(Collected data entries)
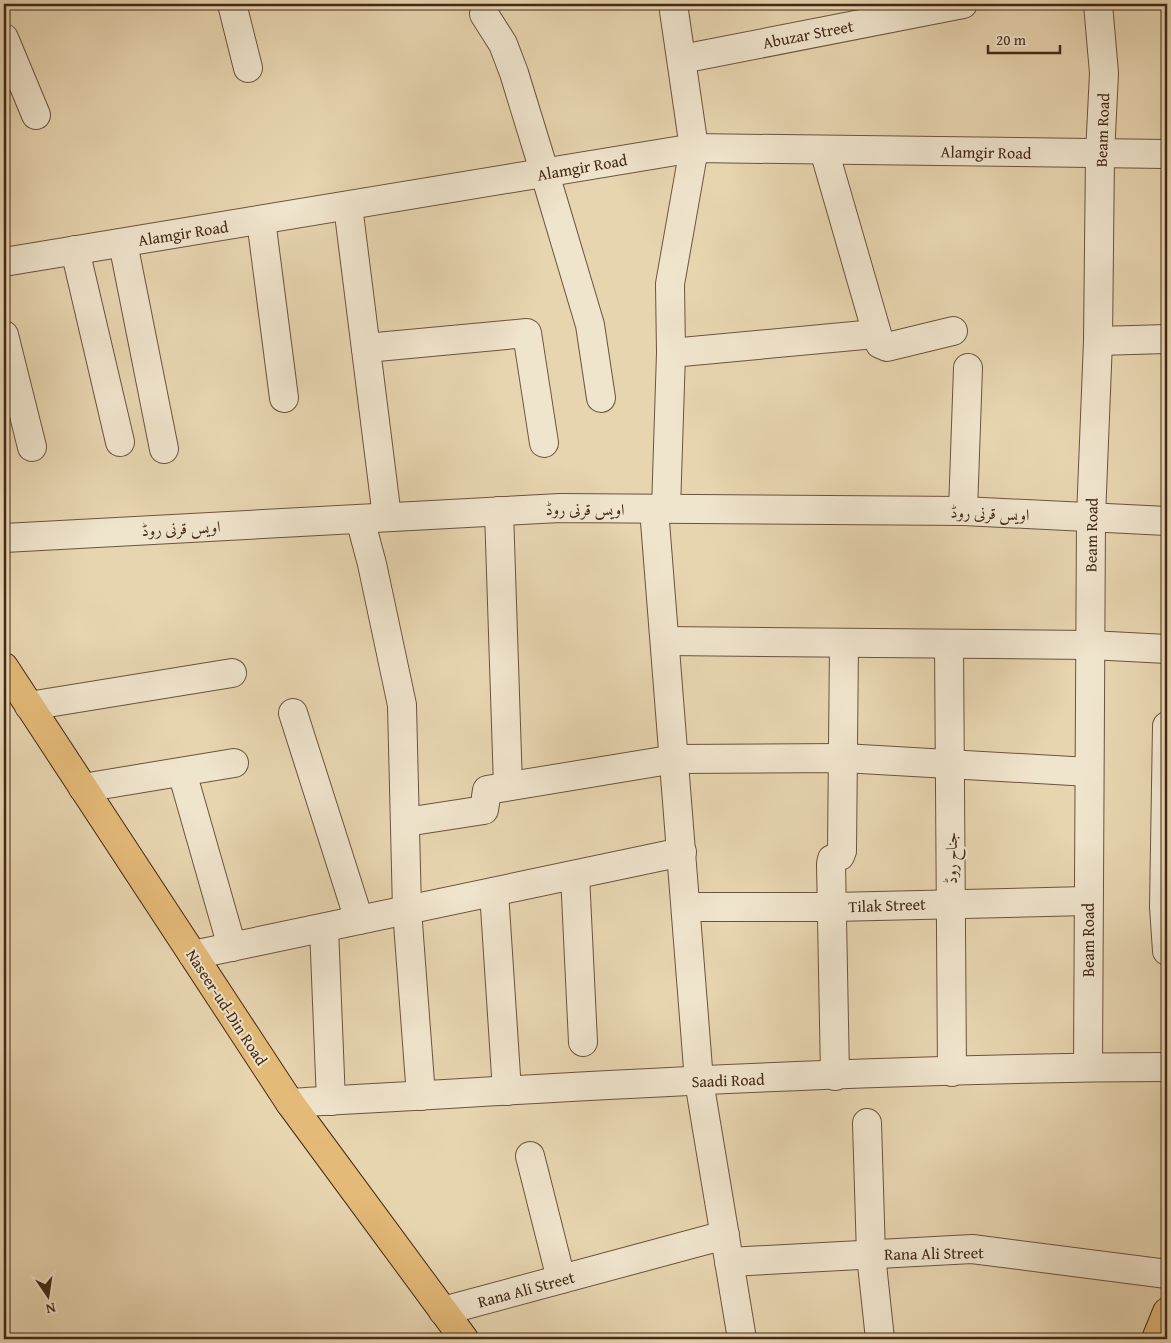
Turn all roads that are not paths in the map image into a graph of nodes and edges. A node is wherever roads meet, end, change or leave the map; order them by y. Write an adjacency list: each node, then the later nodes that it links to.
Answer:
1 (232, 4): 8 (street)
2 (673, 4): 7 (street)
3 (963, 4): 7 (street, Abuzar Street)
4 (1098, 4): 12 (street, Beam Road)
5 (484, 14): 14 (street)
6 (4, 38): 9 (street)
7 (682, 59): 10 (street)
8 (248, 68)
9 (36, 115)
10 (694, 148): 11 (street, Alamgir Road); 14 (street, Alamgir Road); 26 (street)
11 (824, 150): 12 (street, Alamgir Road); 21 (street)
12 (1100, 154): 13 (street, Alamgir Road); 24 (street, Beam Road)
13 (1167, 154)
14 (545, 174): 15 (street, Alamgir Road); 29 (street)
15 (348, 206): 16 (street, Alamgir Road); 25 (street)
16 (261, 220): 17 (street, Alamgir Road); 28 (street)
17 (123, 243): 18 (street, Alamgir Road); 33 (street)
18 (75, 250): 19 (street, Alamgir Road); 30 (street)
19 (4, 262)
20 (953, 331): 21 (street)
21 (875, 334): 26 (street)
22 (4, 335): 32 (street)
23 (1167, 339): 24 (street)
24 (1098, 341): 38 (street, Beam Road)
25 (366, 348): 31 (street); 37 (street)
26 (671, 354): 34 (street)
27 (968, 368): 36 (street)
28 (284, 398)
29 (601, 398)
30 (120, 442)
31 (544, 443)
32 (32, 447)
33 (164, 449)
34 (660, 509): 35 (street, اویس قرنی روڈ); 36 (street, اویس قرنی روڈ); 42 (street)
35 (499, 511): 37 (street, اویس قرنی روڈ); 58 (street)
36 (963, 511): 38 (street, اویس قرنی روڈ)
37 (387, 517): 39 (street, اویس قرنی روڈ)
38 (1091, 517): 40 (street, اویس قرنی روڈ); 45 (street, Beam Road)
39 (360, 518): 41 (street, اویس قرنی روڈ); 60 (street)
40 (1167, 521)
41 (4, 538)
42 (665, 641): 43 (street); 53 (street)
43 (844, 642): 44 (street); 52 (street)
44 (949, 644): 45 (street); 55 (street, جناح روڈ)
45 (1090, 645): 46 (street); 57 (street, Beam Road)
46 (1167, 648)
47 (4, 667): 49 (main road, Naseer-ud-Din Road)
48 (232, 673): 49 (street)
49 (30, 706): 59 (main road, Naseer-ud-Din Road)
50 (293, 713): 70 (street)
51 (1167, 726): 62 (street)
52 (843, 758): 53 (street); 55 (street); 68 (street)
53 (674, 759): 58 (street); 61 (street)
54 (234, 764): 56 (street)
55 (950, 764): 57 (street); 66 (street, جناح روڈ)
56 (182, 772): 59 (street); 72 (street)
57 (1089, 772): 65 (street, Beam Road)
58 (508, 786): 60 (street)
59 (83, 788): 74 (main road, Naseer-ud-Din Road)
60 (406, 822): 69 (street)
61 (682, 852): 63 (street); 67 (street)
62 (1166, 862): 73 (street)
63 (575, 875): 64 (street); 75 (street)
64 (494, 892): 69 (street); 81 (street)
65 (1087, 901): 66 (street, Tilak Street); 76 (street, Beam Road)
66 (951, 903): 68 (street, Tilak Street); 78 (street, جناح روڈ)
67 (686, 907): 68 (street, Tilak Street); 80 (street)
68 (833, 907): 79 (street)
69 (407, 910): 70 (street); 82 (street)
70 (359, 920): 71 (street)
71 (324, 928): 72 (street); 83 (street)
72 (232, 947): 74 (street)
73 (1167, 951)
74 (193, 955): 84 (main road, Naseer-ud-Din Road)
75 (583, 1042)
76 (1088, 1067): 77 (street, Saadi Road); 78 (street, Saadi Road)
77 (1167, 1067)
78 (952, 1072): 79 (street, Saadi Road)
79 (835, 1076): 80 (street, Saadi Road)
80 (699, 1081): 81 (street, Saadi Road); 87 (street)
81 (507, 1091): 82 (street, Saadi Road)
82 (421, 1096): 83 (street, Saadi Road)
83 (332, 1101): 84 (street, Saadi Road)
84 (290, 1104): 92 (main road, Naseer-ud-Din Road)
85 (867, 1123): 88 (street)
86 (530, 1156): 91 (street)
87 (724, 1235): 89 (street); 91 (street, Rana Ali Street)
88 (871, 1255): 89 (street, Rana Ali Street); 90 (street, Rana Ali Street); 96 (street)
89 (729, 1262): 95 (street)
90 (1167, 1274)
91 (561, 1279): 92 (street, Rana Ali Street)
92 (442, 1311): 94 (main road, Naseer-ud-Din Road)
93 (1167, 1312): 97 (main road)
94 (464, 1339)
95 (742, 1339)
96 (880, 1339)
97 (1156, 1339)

--

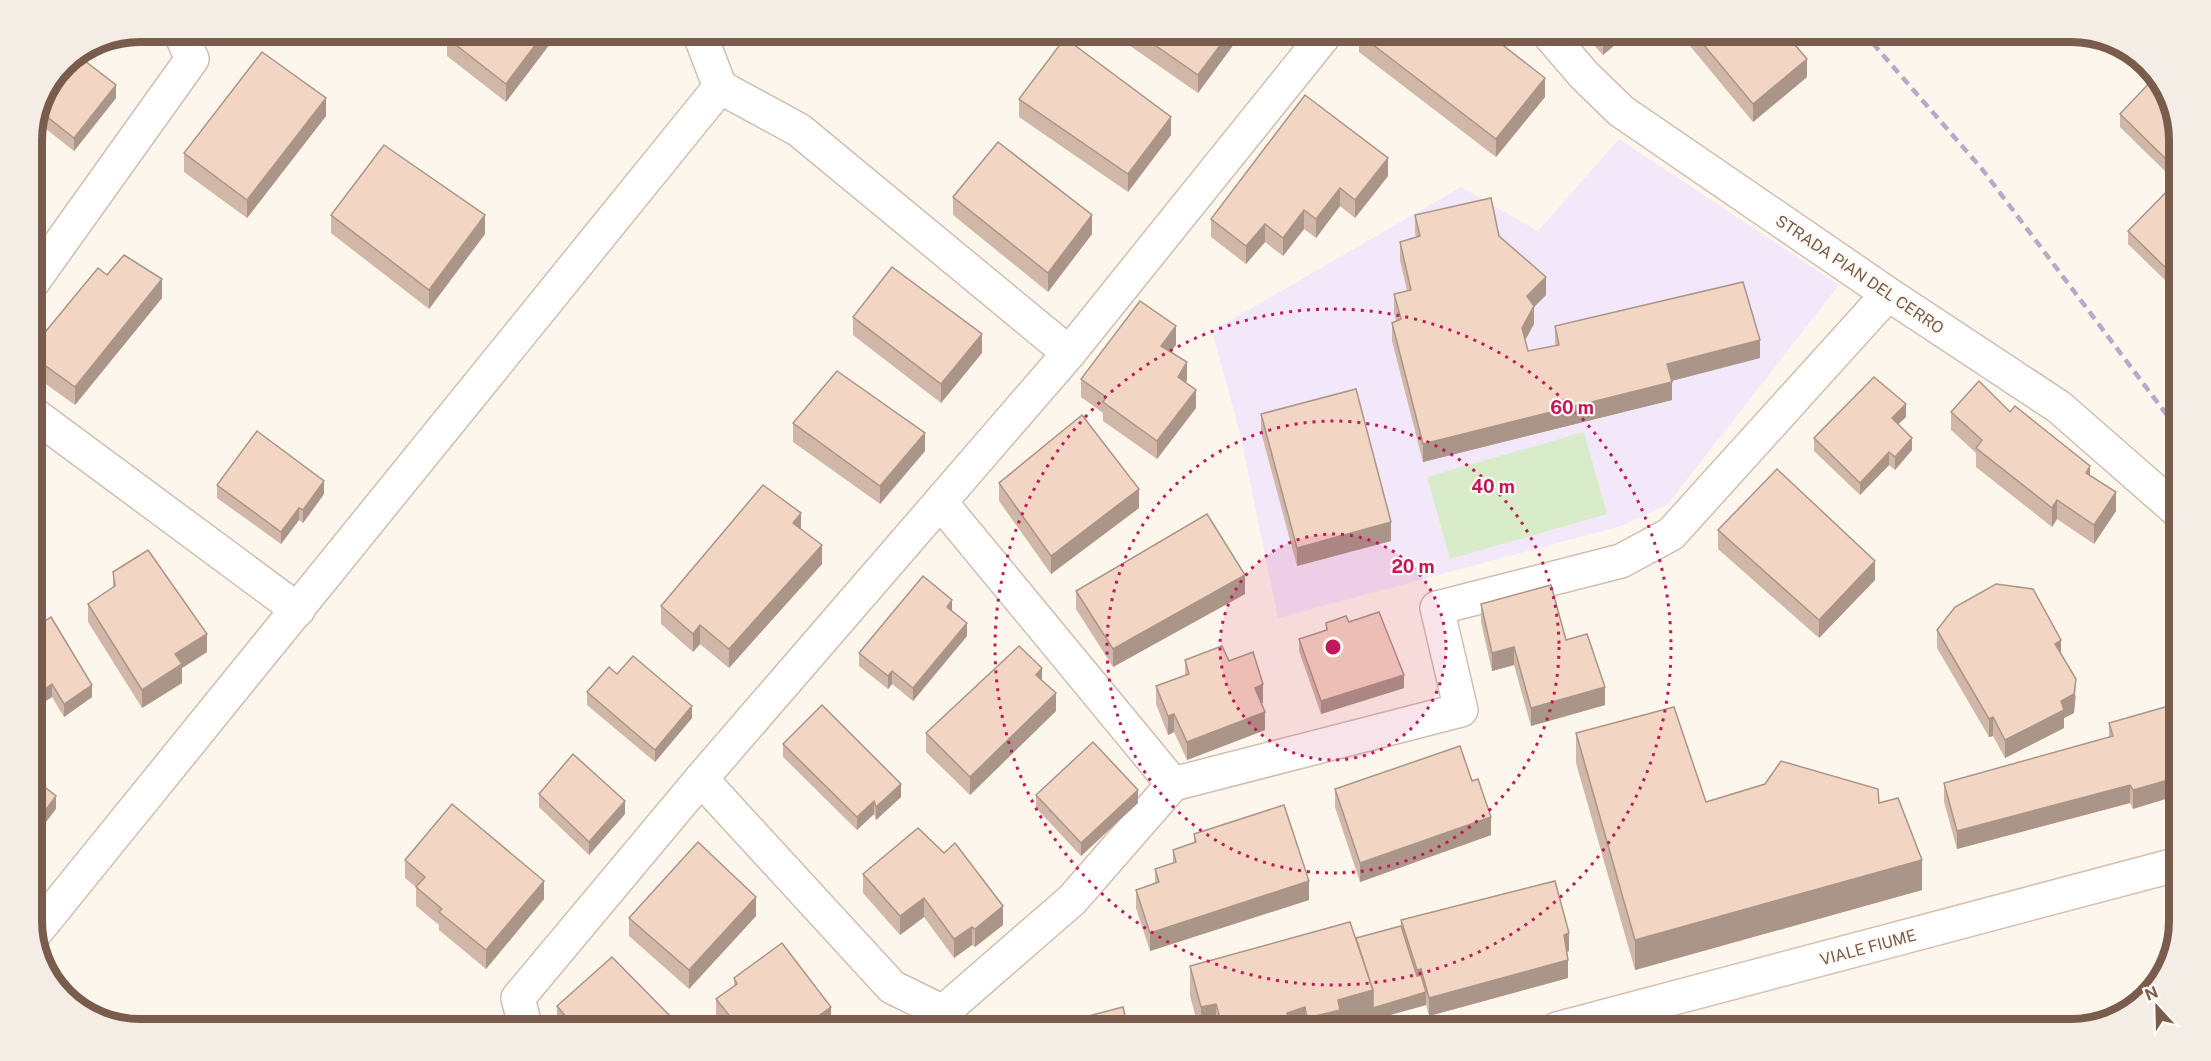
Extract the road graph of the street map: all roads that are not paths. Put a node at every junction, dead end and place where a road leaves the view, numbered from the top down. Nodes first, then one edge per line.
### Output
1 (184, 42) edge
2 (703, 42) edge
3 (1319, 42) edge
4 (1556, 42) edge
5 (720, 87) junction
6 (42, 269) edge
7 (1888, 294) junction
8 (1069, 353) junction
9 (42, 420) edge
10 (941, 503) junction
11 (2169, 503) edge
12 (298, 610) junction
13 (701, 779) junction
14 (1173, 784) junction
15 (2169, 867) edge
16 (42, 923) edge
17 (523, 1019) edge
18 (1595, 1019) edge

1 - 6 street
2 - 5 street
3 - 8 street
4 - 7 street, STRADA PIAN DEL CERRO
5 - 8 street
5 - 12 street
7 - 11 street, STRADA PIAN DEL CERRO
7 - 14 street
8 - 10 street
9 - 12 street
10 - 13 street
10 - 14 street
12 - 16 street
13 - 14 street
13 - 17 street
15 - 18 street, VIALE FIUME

Work instruction => In the entries above, find each line containing the string "node" and copy it.

Solution for this exercise =>
Turn all roads that are not paths in the map image into a graph of nodes and edges. A node is wherever roads meet, end, change or leave the map; order them by y. Write an adjacency list: each node, then the later nodes that it links to.
Extract the road graph of the street map: all roads that are not paths. Put a node at every junction, dead end and place where a road leaves the view, numbered from the top down. Nodes first, then one edge per line.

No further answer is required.